- Opening Delimiter -

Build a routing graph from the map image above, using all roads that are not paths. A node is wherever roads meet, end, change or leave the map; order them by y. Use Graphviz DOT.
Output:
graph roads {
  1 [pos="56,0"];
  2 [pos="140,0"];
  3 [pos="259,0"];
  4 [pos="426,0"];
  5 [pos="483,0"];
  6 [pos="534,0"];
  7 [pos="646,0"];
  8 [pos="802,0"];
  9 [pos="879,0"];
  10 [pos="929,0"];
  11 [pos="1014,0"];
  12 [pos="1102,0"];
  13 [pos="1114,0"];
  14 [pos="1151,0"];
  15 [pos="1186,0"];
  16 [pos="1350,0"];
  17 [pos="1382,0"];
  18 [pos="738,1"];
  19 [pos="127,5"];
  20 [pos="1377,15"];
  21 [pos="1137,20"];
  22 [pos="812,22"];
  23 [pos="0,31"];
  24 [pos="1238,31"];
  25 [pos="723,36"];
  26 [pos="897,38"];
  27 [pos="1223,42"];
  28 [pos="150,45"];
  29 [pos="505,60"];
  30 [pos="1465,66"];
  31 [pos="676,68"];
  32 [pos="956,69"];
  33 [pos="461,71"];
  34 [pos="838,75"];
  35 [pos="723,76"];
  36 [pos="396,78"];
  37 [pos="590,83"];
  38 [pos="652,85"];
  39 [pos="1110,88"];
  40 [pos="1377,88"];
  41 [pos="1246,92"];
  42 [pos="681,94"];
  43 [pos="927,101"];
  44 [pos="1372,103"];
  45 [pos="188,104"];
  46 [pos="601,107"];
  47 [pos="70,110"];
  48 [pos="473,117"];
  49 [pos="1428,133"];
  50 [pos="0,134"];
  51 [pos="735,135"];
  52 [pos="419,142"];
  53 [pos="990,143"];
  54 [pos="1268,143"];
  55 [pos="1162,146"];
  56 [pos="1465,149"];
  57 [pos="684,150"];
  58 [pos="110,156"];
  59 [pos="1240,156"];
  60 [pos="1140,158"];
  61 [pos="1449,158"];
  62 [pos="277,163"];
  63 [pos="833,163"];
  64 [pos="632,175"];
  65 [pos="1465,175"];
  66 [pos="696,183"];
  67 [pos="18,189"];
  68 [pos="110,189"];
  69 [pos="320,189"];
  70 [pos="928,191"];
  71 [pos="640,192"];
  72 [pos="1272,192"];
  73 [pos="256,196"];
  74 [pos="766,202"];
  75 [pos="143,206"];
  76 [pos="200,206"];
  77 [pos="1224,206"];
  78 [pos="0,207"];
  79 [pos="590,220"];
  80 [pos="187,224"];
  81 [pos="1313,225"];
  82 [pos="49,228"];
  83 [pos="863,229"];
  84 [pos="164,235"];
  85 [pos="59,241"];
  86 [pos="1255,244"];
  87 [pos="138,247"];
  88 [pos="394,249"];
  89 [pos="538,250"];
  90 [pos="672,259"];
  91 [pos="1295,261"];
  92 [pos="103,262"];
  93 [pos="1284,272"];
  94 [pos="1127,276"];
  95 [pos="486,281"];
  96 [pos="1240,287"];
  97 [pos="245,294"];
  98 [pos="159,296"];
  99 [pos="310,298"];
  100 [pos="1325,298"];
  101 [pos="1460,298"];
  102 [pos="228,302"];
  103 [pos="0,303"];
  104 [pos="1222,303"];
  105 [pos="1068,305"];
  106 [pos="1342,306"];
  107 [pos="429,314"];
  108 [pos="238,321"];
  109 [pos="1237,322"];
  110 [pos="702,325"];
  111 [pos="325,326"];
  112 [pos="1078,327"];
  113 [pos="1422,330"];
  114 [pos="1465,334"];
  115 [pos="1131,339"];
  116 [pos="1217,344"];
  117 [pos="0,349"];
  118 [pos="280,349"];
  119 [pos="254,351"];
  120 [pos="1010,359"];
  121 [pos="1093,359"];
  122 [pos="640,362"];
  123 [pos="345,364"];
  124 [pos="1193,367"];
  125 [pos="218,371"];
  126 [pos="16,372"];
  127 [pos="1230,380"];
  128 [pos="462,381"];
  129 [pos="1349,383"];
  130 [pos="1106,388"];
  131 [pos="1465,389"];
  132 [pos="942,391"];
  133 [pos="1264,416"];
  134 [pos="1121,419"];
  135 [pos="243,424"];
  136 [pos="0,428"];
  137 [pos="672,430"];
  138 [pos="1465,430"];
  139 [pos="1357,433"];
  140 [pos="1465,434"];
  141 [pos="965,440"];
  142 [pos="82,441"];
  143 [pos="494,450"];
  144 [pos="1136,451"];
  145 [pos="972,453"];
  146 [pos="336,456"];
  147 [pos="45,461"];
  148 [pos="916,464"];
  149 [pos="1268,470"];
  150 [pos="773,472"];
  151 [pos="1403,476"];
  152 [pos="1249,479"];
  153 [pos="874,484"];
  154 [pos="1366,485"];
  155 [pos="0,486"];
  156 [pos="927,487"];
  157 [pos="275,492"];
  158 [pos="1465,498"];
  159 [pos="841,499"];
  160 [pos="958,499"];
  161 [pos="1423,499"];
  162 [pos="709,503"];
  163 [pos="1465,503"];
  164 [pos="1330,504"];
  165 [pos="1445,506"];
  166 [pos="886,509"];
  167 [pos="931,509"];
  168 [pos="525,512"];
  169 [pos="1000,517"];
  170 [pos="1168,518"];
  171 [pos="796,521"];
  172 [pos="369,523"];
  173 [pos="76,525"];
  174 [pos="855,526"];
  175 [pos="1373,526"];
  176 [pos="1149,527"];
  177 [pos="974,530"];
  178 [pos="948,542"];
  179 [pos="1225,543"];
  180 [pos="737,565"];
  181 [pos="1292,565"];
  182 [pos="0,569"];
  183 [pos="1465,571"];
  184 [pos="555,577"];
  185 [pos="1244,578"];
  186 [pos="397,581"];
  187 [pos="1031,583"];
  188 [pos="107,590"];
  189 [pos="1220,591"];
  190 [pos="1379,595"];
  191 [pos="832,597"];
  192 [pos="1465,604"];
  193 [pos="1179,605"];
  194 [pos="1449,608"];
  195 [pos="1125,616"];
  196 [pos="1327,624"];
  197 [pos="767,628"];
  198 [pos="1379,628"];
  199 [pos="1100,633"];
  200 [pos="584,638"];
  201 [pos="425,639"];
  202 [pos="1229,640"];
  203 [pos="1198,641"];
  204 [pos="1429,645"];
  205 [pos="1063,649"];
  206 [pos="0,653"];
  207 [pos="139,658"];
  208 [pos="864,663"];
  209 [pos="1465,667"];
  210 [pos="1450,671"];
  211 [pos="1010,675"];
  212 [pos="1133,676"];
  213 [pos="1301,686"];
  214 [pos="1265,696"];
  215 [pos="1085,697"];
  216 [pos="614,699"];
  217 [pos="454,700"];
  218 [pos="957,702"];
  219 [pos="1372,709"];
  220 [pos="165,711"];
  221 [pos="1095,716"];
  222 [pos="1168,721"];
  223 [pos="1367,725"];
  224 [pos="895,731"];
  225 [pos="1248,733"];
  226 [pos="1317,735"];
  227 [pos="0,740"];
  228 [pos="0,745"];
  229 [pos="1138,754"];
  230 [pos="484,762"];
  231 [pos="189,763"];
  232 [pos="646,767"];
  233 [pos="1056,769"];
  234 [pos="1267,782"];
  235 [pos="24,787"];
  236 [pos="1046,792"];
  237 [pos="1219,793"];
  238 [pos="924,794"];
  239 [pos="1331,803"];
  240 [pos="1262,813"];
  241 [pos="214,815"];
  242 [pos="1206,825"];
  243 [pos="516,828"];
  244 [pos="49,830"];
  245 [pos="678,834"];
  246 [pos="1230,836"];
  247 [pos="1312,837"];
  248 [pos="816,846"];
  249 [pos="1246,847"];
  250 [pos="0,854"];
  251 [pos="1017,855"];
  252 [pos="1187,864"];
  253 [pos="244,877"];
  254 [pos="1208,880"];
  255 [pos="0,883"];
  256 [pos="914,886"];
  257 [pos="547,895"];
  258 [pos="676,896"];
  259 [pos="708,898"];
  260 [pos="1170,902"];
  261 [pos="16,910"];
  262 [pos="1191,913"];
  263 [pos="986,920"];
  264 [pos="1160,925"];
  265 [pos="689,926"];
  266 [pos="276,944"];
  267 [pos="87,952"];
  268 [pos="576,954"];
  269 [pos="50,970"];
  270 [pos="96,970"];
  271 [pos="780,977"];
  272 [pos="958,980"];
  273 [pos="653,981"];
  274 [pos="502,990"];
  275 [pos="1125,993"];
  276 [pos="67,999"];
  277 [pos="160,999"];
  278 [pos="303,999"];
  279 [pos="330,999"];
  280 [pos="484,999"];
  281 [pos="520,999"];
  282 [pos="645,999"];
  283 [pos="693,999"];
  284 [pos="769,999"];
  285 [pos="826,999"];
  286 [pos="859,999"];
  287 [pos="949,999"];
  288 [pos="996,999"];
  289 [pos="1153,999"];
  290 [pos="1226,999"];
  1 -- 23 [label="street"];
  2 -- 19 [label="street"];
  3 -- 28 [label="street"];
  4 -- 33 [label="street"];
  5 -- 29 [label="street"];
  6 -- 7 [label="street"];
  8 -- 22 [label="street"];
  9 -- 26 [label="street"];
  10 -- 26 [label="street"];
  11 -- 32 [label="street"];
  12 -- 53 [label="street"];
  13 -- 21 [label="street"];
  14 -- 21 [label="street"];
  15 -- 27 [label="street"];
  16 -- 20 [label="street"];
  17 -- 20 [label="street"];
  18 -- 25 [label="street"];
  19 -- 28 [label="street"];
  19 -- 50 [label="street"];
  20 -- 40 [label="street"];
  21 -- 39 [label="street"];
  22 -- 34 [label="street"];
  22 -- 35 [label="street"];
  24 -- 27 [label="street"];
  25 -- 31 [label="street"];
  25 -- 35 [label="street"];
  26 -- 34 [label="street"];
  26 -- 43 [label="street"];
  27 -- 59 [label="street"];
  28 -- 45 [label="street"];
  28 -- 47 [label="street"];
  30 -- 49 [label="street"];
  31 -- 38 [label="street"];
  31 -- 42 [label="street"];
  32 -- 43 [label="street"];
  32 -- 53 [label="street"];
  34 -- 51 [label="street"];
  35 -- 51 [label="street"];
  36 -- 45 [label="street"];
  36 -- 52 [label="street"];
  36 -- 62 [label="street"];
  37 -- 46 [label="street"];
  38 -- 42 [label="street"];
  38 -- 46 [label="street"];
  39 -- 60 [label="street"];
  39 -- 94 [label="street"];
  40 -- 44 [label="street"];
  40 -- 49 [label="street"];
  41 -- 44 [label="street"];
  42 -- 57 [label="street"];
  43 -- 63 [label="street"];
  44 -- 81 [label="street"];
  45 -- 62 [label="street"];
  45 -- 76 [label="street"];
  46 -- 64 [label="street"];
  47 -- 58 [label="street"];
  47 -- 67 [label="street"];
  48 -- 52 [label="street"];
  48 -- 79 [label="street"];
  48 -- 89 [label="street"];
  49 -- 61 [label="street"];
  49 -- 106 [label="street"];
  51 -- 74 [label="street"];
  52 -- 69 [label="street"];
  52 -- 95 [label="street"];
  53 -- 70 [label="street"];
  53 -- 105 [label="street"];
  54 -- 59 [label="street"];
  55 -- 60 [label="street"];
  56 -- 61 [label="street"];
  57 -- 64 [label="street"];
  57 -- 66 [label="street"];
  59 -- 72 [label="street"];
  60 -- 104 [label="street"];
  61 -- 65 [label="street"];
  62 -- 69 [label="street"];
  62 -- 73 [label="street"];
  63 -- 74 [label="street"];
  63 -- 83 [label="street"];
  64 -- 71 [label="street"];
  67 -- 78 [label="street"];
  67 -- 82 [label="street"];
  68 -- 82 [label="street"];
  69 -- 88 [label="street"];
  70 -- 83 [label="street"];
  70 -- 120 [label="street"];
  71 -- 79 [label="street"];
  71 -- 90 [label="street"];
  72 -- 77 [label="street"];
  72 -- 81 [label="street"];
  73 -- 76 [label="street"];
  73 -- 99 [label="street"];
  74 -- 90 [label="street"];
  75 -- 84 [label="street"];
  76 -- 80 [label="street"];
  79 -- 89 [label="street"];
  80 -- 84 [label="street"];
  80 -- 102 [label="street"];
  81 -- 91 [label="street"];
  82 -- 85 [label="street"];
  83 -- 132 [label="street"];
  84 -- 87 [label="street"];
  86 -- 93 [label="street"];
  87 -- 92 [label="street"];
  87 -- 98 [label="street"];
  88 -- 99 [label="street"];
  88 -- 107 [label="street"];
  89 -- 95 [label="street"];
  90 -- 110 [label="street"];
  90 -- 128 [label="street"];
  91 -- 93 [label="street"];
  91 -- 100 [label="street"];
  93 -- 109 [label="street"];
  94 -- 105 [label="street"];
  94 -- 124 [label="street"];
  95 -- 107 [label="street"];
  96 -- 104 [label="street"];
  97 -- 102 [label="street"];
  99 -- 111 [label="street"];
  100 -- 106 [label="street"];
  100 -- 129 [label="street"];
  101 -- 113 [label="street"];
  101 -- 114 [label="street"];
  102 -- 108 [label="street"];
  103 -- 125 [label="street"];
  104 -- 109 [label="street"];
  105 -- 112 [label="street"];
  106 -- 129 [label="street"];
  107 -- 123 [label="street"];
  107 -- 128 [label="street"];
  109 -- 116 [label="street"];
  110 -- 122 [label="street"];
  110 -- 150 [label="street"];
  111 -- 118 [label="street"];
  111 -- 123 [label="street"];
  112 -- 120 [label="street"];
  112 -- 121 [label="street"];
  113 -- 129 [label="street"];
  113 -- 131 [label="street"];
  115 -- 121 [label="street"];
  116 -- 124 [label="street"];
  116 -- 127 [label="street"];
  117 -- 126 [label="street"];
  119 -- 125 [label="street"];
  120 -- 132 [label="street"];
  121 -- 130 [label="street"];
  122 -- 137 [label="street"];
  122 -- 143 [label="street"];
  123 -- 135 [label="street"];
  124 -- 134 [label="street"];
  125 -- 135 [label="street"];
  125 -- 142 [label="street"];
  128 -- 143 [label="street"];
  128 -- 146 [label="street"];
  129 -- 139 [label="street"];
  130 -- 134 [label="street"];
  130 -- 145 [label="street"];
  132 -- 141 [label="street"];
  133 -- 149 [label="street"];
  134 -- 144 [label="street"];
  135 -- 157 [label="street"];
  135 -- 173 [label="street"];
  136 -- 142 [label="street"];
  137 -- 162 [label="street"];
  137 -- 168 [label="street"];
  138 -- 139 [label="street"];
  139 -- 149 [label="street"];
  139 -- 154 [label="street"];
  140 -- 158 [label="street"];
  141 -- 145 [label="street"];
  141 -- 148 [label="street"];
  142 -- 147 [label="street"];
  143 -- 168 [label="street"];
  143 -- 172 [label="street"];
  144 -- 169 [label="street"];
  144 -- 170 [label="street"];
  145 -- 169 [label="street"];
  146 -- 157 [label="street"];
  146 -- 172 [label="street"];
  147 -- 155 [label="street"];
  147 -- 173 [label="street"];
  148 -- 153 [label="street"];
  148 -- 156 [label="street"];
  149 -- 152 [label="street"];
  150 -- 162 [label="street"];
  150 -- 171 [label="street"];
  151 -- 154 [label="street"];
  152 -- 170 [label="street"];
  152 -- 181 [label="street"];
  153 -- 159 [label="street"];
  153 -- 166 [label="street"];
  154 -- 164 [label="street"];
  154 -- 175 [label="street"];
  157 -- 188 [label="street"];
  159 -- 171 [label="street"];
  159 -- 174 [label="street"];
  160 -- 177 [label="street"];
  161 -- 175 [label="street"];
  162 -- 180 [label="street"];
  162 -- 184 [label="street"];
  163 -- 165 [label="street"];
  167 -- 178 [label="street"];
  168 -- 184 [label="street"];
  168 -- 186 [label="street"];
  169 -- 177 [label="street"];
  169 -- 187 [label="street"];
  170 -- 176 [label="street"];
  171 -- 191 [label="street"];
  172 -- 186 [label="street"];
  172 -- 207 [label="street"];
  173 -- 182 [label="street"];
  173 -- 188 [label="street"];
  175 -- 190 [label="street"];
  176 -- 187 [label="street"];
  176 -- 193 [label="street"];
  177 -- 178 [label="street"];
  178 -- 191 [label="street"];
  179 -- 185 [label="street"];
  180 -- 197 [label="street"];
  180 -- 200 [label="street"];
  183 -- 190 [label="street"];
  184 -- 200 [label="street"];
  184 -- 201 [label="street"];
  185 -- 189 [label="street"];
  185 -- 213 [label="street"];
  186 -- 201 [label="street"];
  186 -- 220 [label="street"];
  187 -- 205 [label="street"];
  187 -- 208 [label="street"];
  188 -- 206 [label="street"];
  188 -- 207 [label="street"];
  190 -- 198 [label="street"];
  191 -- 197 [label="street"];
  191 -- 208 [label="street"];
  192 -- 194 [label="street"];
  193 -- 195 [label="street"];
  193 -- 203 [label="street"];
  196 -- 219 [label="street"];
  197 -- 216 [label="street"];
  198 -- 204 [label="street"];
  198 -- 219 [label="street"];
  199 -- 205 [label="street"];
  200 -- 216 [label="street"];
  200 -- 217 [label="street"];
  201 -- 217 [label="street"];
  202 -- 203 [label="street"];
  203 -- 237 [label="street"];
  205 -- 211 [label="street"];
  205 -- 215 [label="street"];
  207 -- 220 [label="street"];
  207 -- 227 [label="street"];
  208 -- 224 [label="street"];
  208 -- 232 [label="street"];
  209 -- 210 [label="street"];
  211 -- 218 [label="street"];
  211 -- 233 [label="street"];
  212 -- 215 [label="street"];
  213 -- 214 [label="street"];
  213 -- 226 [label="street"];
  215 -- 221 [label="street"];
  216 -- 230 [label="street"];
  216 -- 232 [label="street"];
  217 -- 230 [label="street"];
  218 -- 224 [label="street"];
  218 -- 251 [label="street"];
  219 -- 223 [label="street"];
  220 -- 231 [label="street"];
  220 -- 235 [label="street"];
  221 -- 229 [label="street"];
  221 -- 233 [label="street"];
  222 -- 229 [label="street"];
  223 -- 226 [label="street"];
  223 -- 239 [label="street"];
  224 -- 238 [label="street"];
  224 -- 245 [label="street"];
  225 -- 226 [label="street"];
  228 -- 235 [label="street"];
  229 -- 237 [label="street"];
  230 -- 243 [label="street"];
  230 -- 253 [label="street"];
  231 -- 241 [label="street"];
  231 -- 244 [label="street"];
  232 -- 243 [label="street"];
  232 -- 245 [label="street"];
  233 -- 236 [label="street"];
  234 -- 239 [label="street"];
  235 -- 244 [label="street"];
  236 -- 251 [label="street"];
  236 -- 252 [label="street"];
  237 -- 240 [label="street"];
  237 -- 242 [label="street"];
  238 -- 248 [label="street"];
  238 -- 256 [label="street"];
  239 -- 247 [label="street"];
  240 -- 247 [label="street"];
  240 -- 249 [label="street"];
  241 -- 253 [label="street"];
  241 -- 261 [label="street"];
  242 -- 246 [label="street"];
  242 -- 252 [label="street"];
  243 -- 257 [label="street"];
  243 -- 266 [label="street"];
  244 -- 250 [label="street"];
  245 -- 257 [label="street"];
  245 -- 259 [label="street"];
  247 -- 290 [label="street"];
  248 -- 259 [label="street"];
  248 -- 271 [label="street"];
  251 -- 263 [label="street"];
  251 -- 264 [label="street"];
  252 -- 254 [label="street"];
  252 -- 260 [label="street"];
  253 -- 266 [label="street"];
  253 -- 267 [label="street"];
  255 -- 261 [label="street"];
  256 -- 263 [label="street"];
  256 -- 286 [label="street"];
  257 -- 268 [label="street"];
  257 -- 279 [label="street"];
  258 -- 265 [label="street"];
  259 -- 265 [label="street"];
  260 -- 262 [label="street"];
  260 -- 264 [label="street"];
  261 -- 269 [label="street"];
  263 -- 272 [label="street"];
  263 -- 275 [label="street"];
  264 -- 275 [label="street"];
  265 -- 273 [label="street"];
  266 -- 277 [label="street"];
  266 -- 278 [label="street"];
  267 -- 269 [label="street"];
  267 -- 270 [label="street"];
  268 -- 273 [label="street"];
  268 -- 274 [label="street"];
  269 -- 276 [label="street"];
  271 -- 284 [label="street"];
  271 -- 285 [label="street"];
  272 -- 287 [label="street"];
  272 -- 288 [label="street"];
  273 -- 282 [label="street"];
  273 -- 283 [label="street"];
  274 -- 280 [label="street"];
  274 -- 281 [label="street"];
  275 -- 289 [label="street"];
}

- Closing Delimiter -

#### Exercise:
Count lines above containing "roads" and report only the total.

#### Completed exercise:
2